The action starts with our protagonists, a group of six friends who go on a five day camping trip at a cabin in upstate New York. With two camcorders in tow, the group films pretty much everything during their stay, including the drive up, rock climbing, hunting, and hiking in the woods. This preliminary footage does a great job at establishing each of the characters and their respective relationships. In fact, I would go so far as to say that “Wolf House” is primarily a character driven work, which is a welcome departure from the typical situation-driven found footage horror film.

“Wolf House” is primarily a character driven work, which is a welcome departure from the typical situation-driven found footage horror film.

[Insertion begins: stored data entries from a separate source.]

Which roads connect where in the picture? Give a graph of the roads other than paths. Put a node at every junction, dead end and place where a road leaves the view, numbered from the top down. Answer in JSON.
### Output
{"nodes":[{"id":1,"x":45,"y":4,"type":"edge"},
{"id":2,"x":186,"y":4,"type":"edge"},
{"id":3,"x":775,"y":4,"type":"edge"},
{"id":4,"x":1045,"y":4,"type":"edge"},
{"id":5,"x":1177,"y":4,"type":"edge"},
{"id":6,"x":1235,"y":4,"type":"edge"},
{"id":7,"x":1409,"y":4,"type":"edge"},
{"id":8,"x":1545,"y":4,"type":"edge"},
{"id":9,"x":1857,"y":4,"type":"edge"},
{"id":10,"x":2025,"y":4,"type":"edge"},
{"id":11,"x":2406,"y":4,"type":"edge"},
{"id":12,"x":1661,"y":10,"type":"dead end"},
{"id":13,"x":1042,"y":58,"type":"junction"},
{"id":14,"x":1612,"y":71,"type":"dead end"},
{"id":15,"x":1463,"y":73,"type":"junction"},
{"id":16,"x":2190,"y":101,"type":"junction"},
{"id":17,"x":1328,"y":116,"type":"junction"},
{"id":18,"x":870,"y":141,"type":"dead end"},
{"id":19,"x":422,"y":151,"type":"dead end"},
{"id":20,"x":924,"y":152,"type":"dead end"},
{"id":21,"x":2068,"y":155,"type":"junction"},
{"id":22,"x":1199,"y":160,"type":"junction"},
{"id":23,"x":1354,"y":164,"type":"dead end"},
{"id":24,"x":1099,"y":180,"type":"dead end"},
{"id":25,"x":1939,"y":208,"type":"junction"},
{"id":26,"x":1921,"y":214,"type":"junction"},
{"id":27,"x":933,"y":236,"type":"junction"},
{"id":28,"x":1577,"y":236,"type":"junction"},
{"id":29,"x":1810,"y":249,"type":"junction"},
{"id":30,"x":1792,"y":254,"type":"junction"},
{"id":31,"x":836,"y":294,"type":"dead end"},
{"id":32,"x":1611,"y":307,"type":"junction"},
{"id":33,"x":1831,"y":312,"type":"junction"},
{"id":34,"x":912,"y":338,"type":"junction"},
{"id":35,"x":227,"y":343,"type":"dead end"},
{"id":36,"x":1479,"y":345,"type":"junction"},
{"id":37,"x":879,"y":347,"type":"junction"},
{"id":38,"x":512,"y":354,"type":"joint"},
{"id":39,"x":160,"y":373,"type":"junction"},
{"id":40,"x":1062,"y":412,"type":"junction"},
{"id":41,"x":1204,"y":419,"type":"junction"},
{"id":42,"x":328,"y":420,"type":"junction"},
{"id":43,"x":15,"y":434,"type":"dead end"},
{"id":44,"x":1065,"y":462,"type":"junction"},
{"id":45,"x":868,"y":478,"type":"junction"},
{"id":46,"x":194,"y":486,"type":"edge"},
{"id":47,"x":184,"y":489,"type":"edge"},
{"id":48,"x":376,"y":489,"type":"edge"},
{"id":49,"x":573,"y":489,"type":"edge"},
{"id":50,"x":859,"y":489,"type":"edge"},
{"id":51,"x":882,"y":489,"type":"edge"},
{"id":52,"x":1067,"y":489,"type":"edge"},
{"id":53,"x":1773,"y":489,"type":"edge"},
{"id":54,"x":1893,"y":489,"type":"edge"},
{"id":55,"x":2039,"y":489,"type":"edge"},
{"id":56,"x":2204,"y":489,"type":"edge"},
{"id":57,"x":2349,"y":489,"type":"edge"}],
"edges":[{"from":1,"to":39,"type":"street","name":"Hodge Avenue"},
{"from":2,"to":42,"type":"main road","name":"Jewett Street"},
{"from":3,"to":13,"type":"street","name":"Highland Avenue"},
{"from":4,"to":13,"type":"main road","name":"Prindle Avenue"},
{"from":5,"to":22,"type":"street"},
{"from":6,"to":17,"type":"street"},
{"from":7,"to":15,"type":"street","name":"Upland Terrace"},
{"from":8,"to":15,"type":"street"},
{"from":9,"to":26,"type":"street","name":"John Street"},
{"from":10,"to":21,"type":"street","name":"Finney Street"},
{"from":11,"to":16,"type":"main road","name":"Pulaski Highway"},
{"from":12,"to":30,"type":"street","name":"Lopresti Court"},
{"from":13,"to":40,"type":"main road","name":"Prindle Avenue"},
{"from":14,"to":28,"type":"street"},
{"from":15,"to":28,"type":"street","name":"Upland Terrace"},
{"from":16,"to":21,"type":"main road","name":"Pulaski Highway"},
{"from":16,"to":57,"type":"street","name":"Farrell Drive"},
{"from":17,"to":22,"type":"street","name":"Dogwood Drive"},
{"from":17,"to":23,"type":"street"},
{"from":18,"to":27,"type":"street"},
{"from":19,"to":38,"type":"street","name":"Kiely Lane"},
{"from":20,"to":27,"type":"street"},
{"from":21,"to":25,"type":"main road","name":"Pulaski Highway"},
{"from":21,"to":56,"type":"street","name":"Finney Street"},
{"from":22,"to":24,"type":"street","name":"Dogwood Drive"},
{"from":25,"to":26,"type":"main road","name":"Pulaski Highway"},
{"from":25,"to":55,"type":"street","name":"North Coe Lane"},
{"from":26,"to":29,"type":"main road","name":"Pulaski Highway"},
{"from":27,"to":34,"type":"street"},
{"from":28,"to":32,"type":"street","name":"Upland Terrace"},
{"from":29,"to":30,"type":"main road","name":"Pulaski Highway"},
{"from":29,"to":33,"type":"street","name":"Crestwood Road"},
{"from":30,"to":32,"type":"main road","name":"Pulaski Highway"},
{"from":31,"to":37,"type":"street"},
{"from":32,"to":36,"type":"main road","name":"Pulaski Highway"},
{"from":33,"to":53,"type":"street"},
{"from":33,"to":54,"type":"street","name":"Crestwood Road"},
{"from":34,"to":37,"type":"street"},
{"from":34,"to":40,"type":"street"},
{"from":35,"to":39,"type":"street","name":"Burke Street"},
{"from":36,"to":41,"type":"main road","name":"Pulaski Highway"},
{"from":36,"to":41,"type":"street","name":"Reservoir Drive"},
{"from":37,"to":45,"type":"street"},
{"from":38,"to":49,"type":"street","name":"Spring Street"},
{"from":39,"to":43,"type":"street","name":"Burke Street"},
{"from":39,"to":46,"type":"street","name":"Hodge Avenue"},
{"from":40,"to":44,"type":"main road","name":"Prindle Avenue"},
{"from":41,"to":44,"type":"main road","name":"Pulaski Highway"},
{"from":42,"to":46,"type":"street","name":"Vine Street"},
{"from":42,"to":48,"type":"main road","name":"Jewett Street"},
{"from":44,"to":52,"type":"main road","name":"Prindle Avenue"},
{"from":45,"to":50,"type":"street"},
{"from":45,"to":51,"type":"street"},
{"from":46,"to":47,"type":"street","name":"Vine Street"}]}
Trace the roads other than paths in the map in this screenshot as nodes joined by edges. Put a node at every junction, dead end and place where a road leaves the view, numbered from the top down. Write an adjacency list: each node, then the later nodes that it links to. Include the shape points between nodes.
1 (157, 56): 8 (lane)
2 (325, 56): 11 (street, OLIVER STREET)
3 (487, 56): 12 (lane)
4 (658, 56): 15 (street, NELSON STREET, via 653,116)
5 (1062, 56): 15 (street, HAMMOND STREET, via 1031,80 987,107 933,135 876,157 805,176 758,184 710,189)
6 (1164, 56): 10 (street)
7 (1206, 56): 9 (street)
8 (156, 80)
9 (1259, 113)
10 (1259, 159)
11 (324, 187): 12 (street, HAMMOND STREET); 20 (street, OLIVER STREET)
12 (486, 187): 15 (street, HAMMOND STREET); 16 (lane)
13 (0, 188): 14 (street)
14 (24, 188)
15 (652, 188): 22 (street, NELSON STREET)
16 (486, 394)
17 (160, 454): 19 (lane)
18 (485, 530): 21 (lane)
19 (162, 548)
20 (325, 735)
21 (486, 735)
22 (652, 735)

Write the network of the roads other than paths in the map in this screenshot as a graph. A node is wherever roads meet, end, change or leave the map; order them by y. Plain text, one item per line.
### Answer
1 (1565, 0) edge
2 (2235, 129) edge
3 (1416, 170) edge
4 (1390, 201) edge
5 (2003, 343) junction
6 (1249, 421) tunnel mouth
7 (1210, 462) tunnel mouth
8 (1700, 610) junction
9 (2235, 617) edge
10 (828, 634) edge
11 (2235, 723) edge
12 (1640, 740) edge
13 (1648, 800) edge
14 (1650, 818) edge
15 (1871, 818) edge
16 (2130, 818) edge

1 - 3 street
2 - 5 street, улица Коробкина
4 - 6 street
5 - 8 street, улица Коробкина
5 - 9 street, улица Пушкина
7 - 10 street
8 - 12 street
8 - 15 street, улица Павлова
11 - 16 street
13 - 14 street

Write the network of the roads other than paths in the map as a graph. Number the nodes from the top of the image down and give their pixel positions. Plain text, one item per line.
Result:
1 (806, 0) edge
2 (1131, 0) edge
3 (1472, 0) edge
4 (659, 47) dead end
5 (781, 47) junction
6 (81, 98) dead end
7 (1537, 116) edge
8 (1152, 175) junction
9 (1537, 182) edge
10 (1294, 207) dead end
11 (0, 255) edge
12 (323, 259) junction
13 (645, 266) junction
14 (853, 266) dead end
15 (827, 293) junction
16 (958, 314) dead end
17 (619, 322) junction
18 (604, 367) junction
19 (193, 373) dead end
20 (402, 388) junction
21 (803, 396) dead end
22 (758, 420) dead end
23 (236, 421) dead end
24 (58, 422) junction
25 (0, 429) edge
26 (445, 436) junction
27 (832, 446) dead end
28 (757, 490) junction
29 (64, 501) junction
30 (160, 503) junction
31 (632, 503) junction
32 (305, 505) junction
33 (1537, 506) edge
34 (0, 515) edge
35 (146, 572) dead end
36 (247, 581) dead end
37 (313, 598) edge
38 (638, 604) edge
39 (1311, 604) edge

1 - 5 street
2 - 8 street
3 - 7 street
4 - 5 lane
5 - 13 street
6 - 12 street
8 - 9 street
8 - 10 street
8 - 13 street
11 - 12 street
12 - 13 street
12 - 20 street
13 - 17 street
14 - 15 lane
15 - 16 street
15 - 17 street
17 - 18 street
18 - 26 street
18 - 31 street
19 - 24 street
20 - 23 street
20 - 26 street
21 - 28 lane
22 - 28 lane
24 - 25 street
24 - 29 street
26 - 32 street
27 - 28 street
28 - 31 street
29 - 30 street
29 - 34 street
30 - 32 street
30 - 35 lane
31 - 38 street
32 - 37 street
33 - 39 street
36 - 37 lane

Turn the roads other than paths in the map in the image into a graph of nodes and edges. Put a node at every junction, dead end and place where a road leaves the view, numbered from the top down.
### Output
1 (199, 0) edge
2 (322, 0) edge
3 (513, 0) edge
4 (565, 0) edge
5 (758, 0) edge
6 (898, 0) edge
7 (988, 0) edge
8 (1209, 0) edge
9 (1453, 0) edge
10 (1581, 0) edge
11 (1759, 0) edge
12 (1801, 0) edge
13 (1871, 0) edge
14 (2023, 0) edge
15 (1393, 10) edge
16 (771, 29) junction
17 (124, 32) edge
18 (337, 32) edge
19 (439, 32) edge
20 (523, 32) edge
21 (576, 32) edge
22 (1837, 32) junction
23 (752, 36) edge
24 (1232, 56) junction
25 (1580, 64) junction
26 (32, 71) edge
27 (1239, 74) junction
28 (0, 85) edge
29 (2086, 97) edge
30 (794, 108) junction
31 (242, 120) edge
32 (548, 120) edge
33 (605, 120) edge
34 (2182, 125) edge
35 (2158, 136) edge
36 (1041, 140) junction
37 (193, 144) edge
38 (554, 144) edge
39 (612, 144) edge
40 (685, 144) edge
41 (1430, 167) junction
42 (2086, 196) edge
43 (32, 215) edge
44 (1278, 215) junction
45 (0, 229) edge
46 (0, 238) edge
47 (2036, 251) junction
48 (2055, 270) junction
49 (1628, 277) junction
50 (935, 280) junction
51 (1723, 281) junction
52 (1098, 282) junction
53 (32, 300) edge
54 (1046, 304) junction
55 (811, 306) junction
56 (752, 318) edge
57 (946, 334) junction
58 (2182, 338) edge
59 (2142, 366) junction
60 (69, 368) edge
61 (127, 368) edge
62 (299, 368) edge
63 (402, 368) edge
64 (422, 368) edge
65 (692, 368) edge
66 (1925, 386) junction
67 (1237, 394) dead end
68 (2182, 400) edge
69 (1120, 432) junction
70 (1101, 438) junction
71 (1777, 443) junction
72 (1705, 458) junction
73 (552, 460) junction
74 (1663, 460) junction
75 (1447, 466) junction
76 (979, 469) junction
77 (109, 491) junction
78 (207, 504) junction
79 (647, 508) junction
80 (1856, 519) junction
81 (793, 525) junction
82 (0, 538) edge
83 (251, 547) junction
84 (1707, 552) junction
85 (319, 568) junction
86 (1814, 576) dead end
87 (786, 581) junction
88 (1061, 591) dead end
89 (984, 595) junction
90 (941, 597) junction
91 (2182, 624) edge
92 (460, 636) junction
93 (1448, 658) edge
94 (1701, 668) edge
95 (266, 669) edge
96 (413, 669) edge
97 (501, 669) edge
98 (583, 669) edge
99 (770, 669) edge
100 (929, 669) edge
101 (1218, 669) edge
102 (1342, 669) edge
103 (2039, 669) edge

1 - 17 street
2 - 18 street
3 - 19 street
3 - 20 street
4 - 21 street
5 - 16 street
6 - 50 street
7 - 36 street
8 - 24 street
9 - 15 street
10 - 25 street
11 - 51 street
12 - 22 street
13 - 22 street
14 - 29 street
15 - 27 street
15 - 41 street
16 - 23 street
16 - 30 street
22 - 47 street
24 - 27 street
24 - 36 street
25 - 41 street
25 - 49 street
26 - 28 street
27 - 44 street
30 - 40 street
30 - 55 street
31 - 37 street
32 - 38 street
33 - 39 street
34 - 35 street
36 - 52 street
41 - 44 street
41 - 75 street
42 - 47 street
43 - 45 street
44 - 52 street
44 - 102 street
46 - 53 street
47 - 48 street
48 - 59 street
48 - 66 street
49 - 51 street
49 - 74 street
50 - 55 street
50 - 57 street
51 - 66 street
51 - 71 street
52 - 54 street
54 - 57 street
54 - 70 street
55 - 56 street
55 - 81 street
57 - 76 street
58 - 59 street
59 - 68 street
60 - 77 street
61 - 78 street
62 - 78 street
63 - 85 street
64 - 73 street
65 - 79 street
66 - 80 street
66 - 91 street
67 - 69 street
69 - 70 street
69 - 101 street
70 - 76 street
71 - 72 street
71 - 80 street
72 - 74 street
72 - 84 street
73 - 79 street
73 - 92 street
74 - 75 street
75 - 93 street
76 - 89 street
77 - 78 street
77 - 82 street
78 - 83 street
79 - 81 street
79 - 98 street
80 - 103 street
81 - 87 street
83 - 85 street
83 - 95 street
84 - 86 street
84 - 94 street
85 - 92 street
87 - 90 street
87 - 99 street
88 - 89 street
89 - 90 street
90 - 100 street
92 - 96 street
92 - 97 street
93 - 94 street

During the first night at the cabin, the group is woken from their sleep by a loud crash outside. Joey (Ken Cosentino) and Donna (Elizabeth Houlihan) are the first to investigate, finding several freshly mutilated animal corpses on the front porch of the cabin. The following morning the group discovers a trail of large footprints in the mud leading back into the forest. At this point, the group express concern as the foot prints were made by a very large animal unlike anything they’ve seen before. From here, the pace of the story picks up as our newly developed characters are forced to cope with the horrors that befall them.

Found Footage Cinematography

The found footage cinematography in “Wolf House” is nearly flawless, adding subtle nuances not usually seen in found footage films with a much larger budget. For example, there’s a particular scene in the forest where Ken Cosentino’s character (Joey) places his camera on the ground while he stops to tie his shoe. This scene may seem trivial, but it captures a unique POV, and more importantly, this is something I can see myself doing if placed in a similar circumstance. It’s the attention to detail that adds plausibility to a found footage film, and this is where “Wolf House” shines.

The found footage cinematography in “Wolf House” is nearly flawless, adding subtle nuances not usually seen in found footage films with a substantially larger budget.

The scene transitions are abrupt as one would expect from raw video, yet the footage from the two source cameras is seamlessly stitched together to present a coherent story without seeming the least bit choreographed. “Wolf House” even includes brief snippets of footage lasting only a second or two where it looks like the camera was accidentally turned on/off, capturing the way people “actually” use a video camera. All too often, found footage films come across as choreographed scenes that are made to look like found footage in post production – as far as found footage cinematography is concerned, “Wolf House” gets it right.

“Wolf House” employs another cinematic technique I don’t recall seeing in prior found footage films. As mentioned earlier, all of the action is filmed on two cameras held by two of the on-screen protagonists. At one point in the film, one of the cameras is left recording (presumably by accident) in the basement, and “Wolf House” employs a split screen to show the action captured from both cameras concurrently. We’ve seen split screens with surveillance footage and webcam interactions in other found footage films, but never with two live camcorders. This approach offers the benefits of surveillance type footage without actually using a surveillance camera. As a final note, the lack of incidental music during the film also lends credence towards the authenticity of the footage, further enhancing the viewing experience.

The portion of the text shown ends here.